Bookending the city's skyline to the east, the $337 million Great American Ball Park (2003), home of the Cincinnati Reds, nestles deeper into the riverbank, intentionally less obtrusive. At the ballpark, designed by HOK Sport (now Populous) with GBBN Architects, only the spindly lighting towers—everyone in town compares them to toothbrushes—rise high.

The sight of thousands of Bengals fans in their orange jerseys streaming out of the stadium and through the downtown streets serves as a reminder that sports is deeply embedded in the city's identity—even in a corporatized era of millionaire players, billionaire owners, and billion-dollar stadiums. Planners and city boosters everywhere inevitably want to harness that emotional connection as an engine of urban redevelopment, though they have not found it easy.
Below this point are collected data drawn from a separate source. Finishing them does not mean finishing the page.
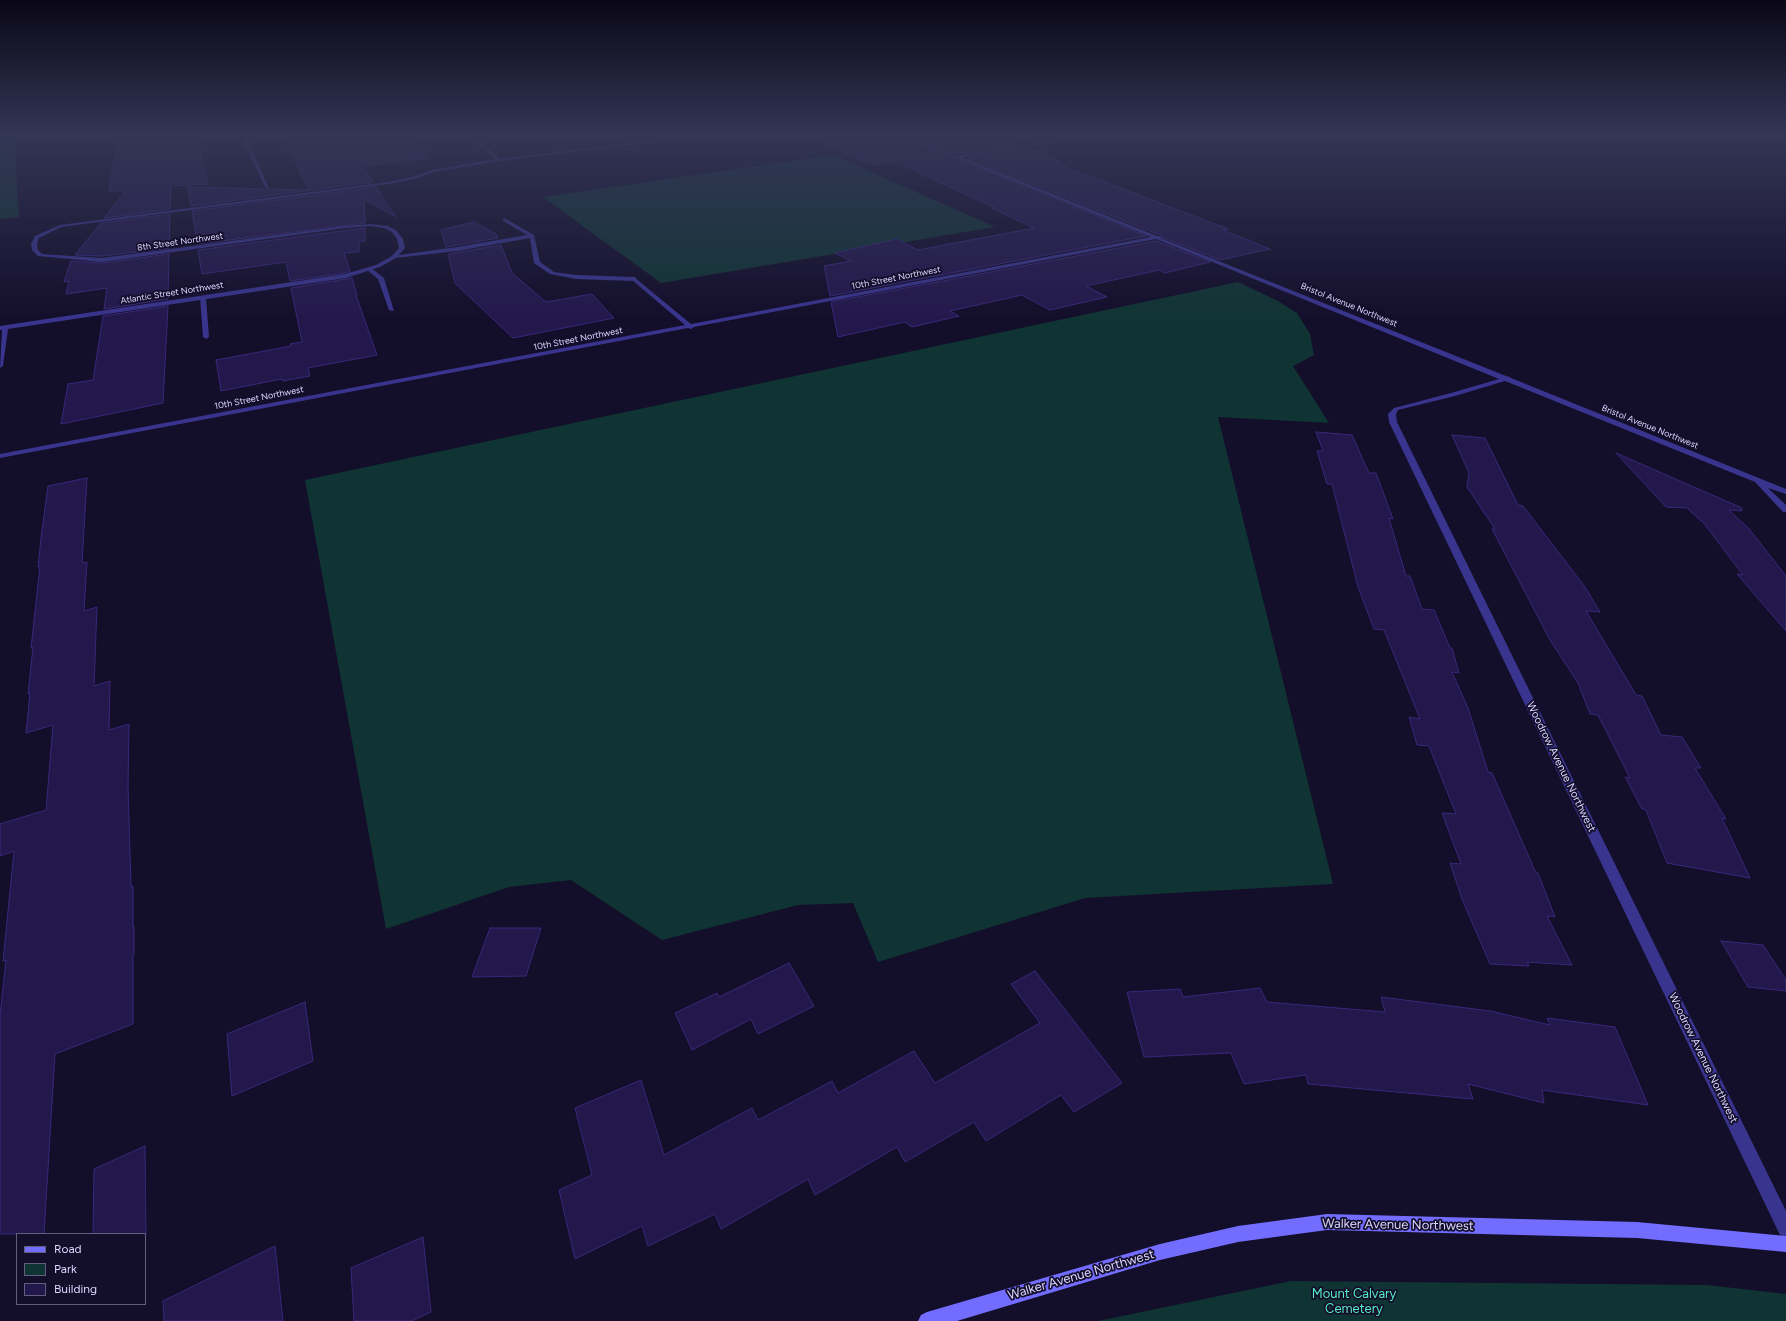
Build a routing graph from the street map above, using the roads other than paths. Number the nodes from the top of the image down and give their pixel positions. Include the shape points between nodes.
1 (272, 198) edge
2 (1060, 198) edge
3 (504, 219) dead end
4 (532, 236) junction
5 (1159, 237) junction
6 (395, 256) junction
7 (369, 269) junction
8 (203, 298) junction
9 (392, 310) dead end
10 (691, 326) junction
11 (3, 328) edge
12 (206, 337) dead end
13 (0, 366) edge
14 (1508, 378) junction
15 (0, 456) edge
16 (1756, 480) junction
17 (1786, 492) edge
18 (1786, 510) edge
19 (1786, 1229) edge
20 (1786, 1244) edge
21 (927, 1321) edge

1 - 6 street, 8th Street Northwest via 79,222 50,230 37,237 35,250 40,255 102,260 371,225 385,227 400,239 402,248
2 - 5 street, Bristol Avenue Northwest
3 - 4 street
4 - 6 street via 450,250
4 - 10 street via 537,263 552,273 576,277 634,278
5 - 10 street, 10th Street Northwest
5 - 14 street, Bristol Avenue Northwest
6 - 7 street
7 - 8 street, Atlantic Street Northwest via 346,276
7 - 9 street via 381,278
8 - 11 street, Atlantic Street Northwest
8 - 12 street
10 - 15 street, 10th Street Northwest
11 - 13 street
14 - 16 street, Bristol Avenue Northwest
14 - 19 street, Woodrow Avenue Northwest via 1396,409 1392,414 1393,422
16 - 17 street, Bristol Avenue Northwest
16 - 18 street
20 - 21 main road, Walker Avenue Northwest via 1637,1230 1327,1222 1238,1234 1160,1252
In Cincinnati, a kind of urban glue has belatedly begun to take hold on what was once 18 acres of parking that divided the two stadiums. The first two residential buildings of The Banks have gone up, and include street-level restaurants that extend west from the Great American and cater to fans, residents, and the downtown lunch crowd. The development will someday comprise 300 apartments, 300,000 square feet of office space, and a 200-room boutique hotel.

Nearby, the first phase of what will be the 45-acre Phyllis W. Smale Riverfront Park, designed by Sasaki, opened last spring. It brings the river closer to the city with a terraced grand stair and a waterfall. When completed, the park will extend a string of existing riverfront parks past the baseball stadium to wrap Paul Brown at the river's edge.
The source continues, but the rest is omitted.